• **Required action**: Your reply should be made up of every line in the records below that holds the string "Carmel".

[Collected data]
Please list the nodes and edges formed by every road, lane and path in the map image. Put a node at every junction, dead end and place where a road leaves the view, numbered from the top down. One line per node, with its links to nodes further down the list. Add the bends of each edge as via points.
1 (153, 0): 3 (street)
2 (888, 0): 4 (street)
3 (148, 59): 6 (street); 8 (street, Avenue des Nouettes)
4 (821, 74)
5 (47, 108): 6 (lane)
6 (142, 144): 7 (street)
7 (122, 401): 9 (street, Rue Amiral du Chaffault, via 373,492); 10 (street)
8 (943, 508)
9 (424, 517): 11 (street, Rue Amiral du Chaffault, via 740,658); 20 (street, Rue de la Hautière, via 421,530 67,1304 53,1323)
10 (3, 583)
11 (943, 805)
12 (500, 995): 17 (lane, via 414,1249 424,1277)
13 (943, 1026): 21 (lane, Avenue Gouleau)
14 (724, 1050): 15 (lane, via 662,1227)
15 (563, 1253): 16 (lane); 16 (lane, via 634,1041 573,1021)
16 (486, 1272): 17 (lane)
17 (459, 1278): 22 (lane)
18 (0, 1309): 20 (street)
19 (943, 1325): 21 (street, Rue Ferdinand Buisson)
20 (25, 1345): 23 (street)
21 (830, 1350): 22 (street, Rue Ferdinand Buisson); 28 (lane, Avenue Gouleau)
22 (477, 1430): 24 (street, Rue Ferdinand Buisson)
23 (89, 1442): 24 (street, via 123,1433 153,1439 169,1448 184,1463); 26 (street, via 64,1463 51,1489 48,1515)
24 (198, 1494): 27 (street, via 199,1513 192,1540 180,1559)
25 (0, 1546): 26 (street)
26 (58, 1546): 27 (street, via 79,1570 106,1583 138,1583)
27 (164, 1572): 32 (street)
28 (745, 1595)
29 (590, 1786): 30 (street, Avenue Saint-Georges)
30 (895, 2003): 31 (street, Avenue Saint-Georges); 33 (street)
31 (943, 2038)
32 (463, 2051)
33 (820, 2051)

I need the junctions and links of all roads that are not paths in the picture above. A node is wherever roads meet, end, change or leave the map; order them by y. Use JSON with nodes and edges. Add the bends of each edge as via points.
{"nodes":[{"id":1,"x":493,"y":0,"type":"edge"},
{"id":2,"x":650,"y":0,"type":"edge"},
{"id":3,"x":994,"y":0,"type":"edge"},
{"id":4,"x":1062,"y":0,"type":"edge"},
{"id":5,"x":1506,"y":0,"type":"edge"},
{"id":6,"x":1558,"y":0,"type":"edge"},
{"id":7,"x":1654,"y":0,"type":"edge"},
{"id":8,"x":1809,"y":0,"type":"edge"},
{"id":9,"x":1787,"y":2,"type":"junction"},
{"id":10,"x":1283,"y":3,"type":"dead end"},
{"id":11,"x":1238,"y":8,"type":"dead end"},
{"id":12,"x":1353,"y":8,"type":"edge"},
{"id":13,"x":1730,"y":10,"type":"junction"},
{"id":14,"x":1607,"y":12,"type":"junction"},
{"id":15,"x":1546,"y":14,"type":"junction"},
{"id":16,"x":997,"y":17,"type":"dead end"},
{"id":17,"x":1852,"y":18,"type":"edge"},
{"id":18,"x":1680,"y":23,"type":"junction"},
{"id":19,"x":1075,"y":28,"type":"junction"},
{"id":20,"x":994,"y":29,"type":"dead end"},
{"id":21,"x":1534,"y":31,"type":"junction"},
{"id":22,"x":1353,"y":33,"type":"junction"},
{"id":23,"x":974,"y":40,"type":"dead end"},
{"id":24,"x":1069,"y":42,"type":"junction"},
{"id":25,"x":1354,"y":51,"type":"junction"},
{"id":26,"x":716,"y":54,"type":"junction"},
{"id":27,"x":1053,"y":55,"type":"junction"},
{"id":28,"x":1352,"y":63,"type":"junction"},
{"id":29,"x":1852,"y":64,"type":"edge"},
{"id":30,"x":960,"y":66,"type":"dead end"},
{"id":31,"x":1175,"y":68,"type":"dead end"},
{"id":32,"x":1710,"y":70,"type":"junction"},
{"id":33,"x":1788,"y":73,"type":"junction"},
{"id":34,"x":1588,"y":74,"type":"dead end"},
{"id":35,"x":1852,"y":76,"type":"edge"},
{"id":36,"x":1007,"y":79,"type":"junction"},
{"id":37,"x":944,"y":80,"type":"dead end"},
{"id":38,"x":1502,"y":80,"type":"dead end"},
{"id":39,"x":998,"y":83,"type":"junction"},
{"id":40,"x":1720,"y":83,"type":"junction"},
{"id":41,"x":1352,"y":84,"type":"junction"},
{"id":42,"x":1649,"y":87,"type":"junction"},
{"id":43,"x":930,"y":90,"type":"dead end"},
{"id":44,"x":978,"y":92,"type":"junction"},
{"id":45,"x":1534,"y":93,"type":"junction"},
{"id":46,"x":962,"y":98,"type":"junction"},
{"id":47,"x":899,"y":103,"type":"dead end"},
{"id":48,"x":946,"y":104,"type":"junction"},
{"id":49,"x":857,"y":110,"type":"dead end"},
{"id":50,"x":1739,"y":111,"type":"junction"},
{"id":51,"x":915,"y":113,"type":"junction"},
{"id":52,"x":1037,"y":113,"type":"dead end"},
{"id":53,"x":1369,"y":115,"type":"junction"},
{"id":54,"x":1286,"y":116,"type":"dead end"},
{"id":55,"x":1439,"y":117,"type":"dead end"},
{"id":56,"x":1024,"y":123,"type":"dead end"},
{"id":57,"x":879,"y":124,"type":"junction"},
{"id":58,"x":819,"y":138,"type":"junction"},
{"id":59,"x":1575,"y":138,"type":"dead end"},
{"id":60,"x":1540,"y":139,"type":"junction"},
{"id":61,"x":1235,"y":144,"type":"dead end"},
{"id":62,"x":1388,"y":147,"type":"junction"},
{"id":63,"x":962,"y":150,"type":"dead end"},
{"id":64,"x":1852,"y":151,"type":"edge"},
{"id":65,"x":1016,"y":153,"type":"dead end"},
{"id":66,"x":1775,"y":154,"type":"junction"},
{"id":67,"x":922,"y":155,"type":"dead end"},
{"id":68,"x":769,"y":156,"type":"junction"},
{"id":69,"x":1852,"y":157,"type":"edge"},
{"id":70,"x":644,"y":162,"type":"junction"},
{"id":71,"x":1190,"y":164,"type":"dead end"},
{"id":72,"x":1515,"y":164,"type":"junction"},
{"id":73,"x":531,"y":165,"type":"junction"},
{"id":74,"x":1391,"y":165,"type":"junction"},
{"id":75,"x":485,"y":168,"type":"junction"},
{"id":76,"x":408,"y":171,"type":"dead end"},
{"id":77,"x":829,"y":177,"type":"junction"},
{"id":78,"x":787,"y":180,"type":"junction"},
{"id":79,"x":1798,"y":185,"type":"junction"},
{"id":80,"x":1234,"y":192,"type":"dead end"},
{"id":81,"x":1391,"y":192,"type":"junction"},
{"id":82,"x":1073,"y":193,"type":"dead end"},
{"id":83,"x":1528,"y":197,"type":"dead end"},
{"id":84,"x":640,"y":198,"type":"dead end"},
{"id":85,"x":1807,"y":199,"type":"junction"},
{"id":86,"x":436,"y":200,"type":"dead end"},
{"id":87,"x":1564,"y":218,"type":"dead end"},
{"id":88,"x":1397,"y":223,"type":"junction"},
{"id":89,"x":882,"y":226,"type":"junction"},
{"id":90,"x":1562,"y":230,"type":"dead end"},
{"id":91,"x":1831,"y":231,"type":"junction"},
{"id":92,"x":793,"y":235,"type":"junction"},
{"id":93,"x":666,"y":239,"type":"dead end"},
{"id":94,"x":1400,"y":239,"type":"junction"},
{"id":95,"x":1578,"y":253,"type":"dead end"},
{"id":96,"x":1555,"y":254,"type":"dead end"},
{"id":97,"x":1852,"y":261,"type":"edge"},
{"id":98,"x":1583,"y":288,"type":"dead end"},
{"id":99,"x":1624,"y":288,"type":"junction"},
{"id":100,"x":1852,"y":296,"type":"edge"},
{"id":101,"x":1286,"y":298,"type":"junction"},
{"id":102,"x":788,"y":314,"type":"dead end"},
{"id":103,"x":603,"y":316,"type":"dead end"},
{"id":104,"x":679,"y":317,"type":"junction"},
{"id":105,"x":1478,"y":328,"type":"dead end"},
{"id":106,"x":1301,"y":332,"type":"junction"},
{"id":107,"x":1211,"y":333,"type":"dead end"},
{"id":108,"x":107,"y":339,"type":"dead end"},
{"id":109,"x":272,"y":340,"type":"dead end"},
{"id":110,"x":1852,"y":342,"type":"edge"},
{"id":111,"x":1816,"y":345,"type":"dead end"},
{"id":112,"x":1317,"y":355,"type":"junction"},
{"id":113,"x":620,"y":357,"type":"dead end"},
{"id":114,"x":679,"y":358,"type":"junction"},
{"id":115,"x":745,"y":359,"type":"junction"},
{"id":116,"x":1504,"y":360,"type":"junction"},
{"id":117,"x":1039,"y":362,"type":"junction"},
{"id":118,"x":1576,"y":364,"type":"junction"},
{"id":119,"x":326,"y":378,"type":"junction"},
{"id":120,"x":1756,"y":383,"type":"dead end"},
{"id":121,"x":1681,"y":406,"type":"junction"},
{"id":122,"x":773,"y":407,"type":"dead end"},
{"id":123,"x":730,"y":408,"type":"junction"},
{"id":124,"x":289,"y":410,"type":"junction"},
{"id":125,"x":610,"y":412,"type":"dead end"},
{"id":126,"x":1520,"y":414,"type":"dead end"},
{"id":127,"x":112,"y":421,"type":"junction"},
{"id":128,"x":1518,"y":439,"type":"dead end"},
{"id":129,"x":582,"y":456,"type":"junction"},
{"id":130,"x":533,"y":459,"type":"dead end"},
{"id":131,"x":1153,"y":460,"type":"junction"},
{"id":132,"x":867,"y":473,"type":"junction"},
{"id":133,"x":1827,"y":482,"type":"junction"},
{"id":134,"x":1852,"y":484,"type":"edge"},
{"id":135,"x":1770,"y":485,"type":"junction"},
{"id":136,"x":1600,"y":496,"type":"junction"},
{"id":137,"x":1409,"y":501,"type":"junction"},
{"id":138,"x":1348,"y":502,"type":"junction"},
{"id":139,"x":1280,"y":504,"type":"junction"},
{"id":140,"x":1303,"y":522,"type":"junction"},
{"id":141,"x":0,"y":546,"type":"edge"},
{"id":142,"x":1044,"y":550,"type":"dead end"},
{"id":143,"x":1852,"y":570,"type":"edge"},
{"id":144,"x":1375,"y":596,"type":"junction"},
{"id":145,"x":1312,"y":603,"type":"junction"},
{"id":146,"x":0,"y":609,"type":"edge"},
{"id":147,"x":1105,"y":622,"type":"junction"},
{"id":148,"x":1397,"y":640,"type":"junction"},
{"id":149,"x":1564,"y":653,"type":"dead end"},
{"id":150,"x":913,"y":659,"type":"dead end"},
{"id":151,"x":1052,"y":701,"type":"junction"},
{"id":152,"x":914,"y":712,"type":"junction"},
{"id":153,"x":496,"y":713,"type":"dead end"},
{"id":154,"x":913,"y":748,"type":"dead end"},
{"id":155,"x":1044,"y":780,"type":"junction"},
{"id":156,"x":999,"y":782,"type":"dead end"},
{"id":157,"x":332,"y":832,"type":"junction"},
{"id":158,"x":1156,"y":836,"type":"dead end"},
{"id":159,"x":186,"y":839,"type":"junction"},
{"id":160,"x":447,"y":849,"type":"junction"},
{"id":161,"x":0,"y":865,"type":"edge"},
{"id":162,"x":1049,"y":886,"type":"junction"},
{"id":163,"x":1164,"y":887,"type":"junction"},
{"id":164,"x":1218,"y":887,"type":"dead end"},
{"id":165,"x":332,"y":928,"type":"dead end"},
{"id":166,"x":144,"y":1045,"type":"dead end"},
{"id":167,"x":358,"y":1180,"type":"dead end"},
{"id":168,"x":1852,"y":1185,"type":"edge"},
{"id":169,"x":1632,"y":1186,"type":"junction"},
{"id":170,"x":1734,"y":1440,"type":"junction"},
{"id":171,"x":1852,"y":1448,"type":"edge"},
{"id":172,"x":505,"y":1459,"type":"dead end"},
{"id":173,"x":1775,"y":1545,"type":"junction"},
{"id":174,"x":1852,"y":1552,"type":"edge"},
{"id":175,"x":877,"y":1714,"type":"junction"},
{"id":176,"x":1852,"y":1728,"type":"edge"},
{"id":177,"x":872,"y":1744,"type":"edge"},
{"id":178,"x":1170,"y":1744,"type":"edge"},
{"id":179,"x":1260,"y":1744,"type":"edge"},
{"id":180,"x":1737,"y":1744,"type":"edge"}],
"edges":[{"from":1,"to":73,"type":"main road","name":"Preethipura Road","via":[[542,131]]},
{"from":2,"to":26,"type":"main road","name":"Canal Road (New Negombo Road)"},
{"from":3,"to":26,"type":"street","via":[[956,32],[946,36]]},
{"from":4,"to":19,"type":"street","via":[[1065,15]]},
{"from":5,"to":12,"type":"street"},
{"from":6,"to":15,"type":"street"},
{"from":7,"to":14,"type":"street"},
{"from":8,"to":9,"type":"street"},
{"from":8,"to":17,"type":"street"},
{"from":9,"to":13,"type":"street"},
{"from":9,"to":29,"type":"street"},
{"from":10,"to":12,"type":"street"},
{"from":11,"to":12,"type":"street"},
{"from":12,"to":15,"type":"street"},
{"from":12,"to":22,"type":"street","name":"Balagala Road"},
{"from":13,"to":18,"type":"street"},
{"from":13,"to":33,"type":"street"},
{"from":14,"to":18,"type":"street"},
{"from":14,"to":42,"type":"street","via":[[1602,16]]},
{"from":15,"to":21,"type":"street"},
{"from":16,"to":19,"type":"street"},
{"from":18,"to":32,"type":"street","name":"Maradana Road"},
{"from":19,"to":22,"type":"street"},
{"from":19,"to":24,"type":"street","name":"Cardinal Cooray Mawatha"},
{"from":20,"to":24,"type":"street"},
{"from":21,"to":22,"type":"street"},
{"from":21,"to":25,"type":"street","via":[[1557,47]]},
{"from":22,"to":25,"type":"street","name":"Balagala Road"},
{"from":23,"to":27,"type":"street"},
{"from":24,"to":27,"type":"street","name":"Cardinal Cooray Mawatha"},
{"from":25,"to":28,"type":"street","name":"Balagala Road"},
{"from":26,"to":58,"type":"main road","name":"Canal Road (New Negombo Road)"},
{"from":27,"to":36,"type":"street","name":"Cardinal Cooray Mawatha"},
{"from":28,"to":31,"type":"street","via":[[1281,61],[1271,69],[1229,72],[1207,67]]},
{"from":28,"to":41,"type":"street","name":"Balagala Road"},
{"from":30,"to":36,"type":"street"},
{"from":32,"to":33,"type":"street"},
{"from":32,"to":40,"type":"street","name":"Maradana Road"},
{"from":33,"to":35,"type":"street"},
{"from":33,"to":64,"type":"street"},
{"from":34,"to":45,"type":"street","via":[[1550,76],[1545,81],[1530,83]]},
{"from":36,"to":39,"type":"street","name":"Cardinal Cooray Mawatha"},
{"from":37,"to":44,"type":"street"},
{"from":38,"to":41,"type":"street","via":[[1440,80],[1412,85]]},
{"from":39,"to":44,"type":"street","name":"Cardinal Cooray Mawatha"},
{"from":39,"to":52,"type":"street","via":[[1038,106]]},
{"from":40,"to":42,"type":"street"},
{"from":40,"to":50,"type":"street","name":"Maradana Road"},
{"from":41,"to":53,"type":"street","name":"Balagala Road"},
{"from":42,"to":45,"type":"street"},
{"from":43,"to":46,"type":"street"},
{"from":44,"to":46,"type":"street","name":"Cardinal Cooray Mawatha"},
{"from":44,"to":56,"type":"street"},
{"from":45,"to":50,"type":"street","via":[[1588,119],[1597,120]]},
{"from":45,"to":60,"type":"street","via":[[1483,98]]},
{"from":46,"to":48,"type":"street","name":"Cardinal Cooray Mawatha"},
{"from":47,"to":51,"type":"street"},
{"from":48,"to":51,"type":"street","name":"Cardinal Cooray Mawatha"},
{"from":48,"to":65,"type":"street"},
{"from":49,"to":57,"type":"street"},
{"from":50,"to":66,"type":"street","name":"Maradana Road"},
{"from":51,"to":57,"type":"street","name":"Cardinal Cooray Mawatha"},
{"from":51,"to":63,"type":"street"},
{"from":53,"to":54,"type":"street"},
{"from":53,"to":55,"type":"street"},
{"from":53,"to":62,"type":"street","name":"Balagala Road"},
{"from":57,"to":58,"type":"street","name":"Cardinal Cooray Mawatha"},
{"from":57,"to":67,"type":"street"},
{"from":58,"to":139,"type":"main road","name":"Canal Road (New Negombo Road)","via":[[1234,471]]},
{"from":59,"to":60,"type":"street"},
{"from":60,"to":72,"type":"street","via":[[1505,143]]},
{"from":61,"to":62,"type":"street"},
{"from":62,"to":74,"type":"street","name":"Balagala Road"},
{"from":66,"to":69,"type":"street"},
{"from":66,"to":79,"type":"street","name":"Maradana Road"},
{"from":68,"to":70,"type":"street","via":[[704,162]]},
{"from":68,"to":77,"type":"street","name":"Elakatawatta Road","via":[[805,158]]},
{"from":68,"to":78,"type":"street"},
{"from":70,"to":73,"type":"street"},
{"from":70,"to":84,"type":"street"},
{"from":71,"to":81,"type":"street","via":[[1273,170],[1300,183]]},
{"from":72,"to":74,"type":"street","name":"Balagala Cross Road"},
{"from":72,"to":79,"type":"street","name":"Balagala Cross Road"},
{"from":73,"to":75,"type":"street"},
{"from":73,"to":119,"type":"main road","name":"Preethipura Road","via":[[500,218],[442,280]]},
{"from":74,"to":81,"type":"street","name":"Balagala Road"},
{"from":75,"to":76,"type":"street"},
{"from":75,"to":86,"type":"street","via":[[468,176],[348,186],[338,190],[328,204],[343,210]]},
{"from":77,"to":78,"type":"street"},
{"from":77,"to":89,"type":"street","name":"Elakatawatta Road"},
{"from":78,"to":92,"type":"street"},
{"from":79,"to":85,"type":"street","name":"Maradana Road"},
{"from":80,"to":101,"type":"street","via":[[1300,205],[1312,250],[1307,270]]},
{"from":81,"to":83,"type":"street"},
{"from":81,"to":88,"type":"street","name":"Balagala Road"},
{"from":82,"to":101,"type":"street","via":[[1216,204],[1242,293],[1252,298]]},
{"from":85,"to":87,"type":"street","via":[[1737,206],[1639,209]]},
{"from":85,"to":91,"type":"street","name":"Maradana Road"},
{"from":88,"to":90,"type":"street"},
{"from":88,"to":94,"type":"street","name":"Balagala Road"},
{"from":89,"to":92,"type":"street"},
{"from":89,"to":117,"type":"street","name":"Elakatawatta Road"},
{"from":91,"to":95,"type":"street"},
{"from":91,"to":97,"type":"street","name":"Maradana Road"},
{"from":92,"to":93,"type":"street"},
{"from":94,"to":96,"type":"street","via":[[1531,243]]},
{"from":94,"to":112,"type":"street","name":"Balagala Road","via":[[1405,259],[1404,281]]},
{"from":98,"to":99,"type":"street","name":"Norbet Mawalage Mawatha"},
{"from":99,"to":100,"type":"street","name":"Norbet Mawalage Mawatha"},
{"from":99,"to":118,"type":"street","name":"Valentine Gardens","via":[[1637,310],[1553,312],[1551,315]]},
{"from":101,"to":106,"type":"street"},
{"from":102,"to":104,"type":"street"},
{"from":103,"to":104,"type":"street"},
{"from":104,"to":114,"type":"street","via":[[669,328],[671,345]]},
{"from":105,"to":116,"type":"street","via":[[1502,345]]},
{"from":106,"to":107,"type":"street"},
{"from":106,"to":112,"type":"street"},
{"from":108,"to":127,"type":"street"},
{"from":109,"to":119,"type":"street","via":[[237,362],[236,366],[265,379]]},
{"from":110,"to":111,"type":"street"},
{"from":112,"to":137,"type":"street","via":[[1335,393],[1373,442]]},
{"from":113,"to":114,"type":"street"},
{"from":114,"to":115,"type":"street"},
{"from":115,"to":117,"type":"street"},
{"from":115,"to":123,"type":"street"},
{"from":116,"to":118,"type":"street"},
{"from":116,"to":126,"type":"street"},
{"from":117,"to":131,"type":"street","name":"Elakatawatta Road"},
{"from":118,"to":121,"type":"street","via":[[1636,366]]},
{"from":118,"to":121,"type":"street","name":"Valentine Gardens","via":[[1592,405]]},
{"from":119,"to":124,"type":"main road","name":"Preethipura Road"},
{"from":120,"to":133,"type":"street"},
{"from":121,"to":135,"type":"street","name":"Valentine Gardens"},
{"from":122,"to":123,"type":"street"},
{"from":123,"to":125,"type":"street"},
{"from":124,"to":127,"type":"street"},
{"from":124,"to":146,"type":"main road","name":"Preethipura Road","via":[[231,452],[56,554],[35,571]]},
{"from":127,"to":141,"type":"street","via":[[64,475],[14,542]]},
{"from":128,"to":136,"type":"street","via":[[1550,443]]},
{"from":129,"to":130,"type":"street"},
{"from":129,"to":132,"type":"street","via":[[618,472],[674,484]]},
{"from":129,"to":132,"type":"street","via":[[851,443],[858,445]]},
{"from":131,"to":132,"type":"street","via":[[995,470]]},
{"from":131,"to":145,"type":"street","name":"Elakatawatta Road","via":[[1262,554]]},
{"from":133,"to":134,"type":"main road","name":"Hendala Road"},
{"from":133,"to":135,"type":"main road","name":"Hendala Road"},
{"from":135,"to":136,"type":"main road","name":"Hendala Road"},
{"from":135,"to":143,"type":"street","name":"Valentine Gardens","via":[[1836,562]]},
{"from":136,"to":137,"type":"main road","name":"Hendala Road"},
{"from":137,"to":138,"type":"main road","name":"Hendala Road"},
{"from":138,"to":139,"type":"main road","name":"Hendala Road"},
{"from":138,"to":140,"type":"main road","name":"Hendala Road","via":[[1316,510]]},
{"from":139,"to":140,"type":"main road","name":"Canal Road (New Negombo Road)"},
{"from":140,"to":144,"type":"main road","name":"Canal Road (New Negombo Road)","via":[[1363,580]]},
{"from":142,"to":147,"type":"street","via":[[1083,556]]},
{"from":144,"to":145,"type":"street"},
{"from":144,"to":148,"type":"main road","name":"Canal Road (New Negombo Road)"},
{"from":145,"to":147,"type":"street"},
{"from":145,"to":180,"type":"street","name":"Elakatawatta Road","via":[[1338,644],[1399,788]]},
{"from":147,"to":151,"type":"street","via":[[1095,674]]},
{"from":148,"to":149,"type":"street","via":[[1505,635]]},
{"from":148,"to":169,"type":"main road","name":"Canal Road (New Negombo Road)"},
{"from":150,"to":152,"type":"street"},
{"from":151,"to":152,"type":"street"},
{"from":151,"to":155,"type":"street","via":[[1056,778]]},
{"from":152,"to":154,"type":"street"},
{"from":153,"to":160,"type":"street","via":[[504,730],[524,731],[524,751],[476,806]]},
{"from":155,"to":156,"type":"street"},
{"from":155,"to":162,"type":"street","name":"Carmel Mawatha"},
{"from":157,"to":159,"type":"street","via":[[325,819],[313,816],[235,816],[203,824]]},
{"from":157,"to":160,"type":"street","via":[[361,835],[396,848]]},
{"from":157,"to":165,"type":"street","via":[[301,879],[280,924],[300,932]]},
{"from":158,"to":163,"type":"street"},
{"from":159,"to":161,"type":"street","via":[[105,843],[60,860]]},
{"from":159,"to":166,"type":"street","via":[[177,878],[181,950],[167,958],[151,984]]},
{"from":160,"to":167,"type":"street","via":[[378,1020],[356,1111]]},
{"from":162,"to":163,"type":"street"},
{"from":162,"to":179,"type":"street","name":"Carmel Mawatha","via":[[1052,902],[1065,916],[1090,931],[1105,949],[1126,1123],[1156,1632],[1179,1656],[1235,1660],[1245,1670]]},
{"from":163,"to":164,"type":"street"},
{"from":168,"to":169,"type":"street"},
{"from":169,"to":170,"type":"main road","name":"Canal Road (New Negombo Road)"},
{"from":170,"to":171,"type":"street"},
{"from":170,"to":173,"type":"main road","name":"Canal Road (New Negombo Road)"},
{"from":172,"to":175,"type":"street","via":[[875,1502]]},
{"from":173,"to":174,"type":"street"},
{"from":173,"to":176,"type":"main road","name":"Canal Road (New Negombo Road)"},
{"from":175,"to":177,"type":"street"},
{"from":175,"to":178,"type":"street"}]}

• **Completed task**:
{"from":155,"to":162,"type":"street","name":"Carmel Mawatha"},
{"from":162,"to":179,"type":"street","name":"Carmel Mawatha","via":[[1052,902],[1065,916],[1090,931],[1105,949],[1126,1123],[1156,1632],[1179,1656],[1235,1660],[1245,1670]]},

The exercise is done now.